EXERCISE OBJECTIVE ▸ Please copy the data shown below, word for word.
+---+
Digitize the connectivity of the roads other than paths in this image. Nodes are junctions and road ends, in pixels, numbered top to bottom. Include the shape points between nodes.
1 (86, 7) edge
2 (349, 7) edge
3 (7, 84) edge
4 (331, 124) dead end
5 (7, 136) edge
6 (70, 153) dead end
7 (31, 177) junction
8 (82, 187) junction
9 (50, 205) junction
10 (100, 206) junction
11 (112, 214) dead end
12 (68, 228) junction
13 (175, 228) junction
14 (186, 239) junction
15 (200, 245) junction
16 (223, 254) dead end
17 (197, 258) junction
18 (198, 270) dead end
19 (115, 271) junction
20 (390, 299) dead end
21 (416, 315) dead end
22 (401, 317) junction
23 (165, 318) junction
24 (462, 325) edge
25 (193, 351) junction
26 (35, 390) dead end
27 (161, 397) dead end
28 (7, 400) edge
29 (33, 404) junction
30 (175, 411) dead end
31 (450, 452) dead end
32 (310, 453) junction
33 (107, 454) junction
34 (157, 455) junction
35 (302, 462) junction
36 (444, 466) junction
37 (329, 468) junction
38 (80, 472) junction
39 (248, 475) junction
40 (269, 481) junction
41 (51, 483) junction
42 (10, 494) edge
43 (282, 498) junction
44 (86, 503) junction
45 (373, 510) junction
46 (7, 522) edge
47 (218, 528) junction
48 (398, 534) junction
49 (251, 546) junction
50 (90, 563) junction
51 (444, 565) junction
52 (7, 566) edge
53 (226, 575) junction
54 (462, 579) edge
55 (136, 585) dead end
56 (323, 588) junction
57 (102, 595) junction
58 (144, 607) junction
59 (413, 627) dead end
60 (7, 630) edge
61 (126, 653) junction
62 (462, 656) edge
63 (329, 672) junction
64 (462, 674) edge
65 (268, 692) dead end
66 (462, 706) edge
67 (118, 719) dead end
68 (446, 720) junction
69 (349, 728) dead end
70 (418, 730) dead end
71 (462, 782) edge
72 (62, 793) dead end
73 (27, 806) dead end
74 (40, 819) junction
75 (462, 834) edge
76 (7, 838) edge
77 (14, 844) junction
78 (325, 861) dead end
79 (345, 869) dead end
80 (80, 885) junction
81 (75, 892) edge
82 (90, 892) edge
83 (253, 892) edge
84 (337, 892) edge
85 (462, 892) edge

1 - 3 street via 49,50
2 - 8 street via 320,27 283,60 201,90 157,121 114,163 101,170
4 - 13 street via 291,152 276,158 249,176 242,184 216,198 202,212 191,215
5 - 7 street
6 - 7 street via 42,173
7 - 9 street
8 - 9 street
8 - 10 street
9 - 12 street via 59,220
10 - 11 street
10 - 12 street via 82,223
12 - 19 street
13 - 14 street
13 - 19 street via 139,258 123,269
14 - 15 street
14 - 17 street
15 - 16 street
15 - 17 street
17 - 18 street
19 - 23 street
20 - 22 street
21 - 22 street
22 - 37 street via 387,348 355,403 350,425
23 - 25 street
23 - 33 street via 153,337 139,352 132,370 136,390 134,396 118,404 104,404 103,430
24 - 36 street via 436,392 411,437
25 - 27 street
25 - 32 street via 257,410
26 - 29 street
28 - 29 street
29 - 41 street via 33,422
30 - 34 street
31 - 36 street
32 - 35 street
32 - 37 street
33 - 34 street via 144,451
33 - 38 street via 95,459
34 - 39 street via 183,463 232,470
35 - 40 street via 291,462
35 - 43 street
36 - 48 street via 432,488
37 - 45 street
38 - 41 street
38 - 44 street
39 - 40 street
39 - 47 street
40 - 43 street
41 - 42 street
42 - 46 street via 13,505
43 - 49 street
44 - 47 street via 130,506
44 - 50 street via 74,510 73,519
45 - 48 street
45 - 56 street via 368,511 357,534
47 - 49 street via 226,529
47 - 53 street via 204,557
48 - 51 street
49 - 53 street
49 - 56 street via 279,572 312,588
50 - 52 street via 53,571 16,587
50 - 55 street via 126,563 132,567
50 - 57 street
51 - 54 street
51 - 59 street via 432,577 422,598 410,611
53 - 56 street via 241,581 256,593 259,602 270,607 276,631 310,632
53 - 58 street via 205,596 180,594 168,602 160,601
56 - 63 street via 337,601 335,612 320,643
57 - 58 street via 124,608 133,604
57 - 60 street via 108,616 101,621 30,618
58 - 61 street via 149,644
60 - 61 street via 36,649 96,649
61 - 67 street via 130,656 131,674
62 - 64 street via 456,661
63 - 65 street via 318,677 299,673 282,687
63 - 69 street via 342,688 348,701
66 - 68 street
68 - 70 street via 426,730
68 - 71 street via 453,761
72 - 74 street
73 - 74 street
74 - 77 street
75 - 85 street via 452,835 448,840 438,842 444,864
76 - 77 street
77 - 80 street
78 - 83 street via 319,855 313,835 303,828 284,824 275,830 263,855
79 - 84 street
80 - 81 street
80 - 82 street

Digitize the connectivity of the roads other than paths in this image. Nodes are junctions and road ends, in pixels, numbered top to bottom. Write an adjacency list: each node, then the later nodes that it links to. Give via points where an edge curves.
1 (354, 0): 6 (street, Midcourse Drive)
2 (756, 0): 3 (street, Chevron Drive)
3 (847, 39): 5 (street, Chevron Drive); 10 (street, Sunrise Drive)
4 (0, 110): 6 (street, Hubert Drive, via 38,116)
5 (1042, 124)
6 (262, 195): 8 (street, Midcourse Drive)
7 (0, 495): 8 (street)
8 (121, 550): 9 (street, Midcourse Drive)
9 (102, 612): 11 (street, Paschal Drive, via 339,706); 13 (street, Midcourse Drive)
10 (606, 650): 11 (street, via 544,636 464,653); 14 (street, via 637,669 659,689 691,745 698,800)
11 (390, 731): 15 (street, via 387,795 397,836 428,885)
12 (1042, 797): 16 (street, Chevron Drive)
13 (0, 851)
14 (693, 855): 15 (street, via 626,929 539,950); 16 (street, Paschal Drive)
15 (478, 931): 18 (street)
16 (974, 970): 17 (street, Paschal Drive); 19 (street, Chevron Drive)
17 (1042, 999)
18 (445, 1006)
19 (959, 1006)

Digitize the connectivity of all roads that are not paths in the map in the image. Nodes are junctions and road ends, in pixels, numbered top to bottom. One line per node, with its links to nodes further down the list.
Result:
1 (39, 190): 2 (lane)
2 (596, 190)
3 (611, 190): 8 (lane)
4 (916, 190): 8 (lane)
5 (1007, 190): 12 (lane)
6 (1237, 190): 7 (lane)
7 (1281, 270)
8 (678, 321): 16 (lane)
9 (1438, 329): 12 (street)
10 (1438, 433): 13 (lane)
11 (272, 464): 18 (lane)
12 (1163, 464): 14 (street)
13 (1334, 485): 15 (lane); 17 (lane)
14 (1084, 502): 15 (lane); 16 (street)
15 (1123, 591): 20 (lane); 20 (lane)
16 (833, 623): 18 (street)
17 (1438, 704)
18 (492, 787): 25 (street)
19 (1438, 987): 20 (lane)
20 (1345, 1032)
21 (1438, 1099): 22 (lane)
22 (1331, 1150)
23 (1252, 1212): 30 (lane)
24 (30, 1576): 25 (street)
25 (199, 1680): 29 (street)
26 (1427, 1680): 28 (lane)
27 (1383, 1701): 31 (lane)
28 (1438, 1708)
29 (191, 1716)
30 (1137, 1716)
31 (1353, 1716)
+---+
WRITTEN RESPONSE ▸
Digitize the connectivity of the roads other than paths in this image. Nodes are junctions and road ends, in pixels, numbered top to bottom. Include the shape points between nodes.
1 (86, 7) edge
2 (349, 7) edge
3 (7, 84) edge
4 (331, 124) dead end
5 (7, 136) edge
6 (70, 153) dead end
7 (31, 177) junction
8 (82, 187) junction
9 (50, 205) junction
10 (100, 206) junction
11 (112, 214) dead end
12 (68, 228) junction
13 (175, 228) junction
14 (186, 239) junction
15 (200, 245) junction
16 (223, 254) dead end
17 (197, 258) junction
18 (198, 270) dead end
19 (115, 271) junction
20 (390, 299) dead end
21 (416, 315) dead end
22 (401, 317) junction
23 (165, 318) junction
24 (462, 325) edge
25 (193, 351) junction
26 (35, 390) dead end
27 (161, 397) dead end
28 (7, 400) edge
29 (33, 404) junction
30 (175, 411) dead end
31 (450, 452) dead end
32 (310, 453) junction
33 (107, 454) junction
34 (157, 455) junction
35 (302, 462) junction
36 (444, 466) junction
37 (329, 468) junction
38 (80, 472) junction
39 (248, 475) junction
40 (269, 481) junction
41 (51, 483) junction
42 (10, 494) edge
43 (282, 498) junction
44 (86, 503) junction
45 (373, 510) junction
46 (7, 522) edge
47 (218, 528) junction
48 (398, 534) junction
49 (251, 546) junction
50 (90, 563) junction
51 (444, 565) junction
52 (7, 566) edge
53 (226, 575) junction
54 (462, 579) edge
55 (136, 585) dead end
56 (323, 588) junction
57 (102, 595) junction
58 (144, 607) junction
59 (413, 627) dead end
60 (7, 630) edge
61 (126, 653) junction
62 (462, 656) edge
63 (329, 672) junction
64 (462, 674) edge
65 (268, 692) dead end
66 (462, 706) edge
67 (118, 719) dead end
68 (446, 720) junction
69 (349, 728) dead end
70 (418, 730) dead end
71 (462, 782) edge
72 (62, 793) dead end
73 (27, 806) dead end
74 (40, 819) junction
75 (462, 834) edge
76 (7, 838) edge
77 (14, 844) junction
78 (325, 861) dead end
79 (345, 869) dead end
80 (80, 885) junction
81 (75, 892) edge
82 (90, 892) edge
83 (253, 892) edge
84 (337, 892) edge
85 (462, 892) edge

1 - 3 street via 49,50
2 - 8 street via 320,27 283,60 201,90 157,121 114,163 101,170
4 - 13 street via 291,152 276,158 249,176 242,184 216,198 202,212 191,215
5 - 7 street
6 - 7 street via 42,173
7 - 9 street
8 - 9 street
8 - 10 street
9 - 12 street via 59,220
10 - 11 street
10 - 12 street via 82,223
12 - 19 street
13 - 14 street
13 - 19 street via 139,258 123,269
14 - 15 street
14 - 17 street
15 - 16 street
15 - 17 street
17 - 18 street
19 - 23 street
20 - 22 street
21 - 22 street
22 - 37 street via 387,348 355,403 350,425
23 - 25 street
23 - 33 street via 153,337 139,352 132,370 136,390 134,396 118,404 104,404 103,430
24 - 36 street via 436,392 411,437
25 - 27 street
25 - 32 street via 257,410
26 - 29 street
28 - 29 street
29 - 41 street via 33,422
30 - 34 street
31 - 36 street
32 - 35 street
32 - 37 street
33 - 34 street via 144,451
33 - 38 street via 95,459
34 - 39 street via 183,463 232,470
35 - 40 street via 291,462
35 - 43 street
36 - 48 street via 432,488
37 - 45 street
38 - 41 street
38 - 44 street
39 - 40 street
39 - 47 street
40 - 43 street
41 - 42 street
42 - 46 street via 13,505
43 - 49 street
44 - 47 street via 130,506
44 - 50 street via 74,510 73,519
45 - 48 street
45 - 56 street via 368,511 357,534
47 - 49 street via 226,529
47 - 53 street via 204,557
48 - 51 street
49 - 53 street
49 - 56 street via 279,572 312,588
50 - 52 street via 53,571 16,587
50 - 55 street via 126,563 132,567
50 - 57 street
51 - 54 street
51 - 59 street via 432,577 422,598 410,611
53 - 56 street via 241,581 256,593 259,602 270,607 276,631 310,632
53 - 58 street via 205,596 180,594 168,602 160,601
56 - 63 street via 337,601 335,612 320,643
57 - 58 street via 124,608 133,604
57 - 60 street via 108,616 101,621 30,618
58 - 61 street via 149,644
60 - 61 street via 36,649 96,649
61 - 67 street via 130,656 131,674
62 - 64 street via 456,661
63 - 65 street via 318,677 299,673 282,687
63 - 69 street via 342,688 348,701
66 - 68 street
68 - 70 street via 426,730
68 - 71 street via 453,761
72 - 74 street
73 - 74 street
74 - 77 street
75 - 85 street via 452,835 448,840 438,842 444,864
76 - 77 street
77 - 80 street
78 - 83 street via 319,855 313,835 303,828 284,824 275,830 263,855
79 - 84 street
80 - 81 street
80 - 82 street

Digitize the connectivity of the roads other than paths in this image. Nodes are junctions and road ends, in pixels, numbered top to bottom. Write an adjacency list: each node, then the later nodes that it links to. Give via points where an edge curves.
1 (354, 0): 6 (street, Midcourse Drive)
2 (756, 0): 3 (street, Chevron Drive)
3 (847, 39): 5 (street, Chevron Drive); 10 (street, Sunrise Drive)
4 (0, 110): 6 (street, Hubert Drive, via 38,116)
5 (1042, 124)
6 (262, 195): 8 (street, Midcourse Drive)
7 (0, 495): 8 (street)
8 (121, 550): 9 (street, Midcourse Drive)
9 (102, 612): 11 (street, Paschal Drive, via 339,706); 13 (street, Midcourse Drive)
10 (606, 650): 11 (street, via 544,636 464,653); 14 (street, via 637,669 659,689 691,745 698,800)
11 (390, 731): 15 (street, via 387,795 397,836 428,885)
12 (1042, 797): 16 (street, Chevron Drive)
13 (0, 851)
14 (693, 855): 15 (street, via 626,929 539,950); 16 (street, Paschal Drive)
15 (478, 931): 18 (street)
16 (974, 970): 17 (street, Paschal Drive); 19 (street, Chevron Drive)
17 (1042, 999)
18 (445, 1006)
19 (959, 1006)

Digitize the connectivity of all roads that are not paths in the map in the image. Nodes are junctions and road ends, in pixels, numbered top to bottom. One line per node, with its links to nodes further down the list.
Result:
1 (39, 190): 2 (lane)
2 (596, 190)
3 (611, 190): 8 (lane)
4 (916, 190): 8 (lane)
5 (1007, 190): 12 (lane)
6 (1237, 190): 7 (lane)
7 (1281, 270)
8 (678, 321): 16 (lane)
9 (1438, 329): 12 (street)
10 (1438, 433): 13 (lane)
11 (272, 464): 18 (lane)
12 (1163, 464): 14 (street)
13 (1334, 485): 15 (lane); 17 (lane)
14 (1084, 502): 15 (lane); 16 (street)
15 (1123, 591): 20 (lane); 20 (lane)
16 (833, 623): 18 (street)
17 (1438, 704)
18 (492, 787): 25 (street)
19 (1438, 987): 20 (lane)
20 (1345, 1032)
21 (1438, 1099): 22 (lane)
22 (1331, 1150)
23 (1252, 1212): 30 (lane)
24 (30, 1576): 25 (street)
25 (199, 1680): 29 (street)
26 (1427, 1680): 28 (lane)
27 (1383, 1701): 31 (lane)
28 (1438, 1708)
29 (191, 1716)
30 (1137, 1716)
31 (1353, 1716)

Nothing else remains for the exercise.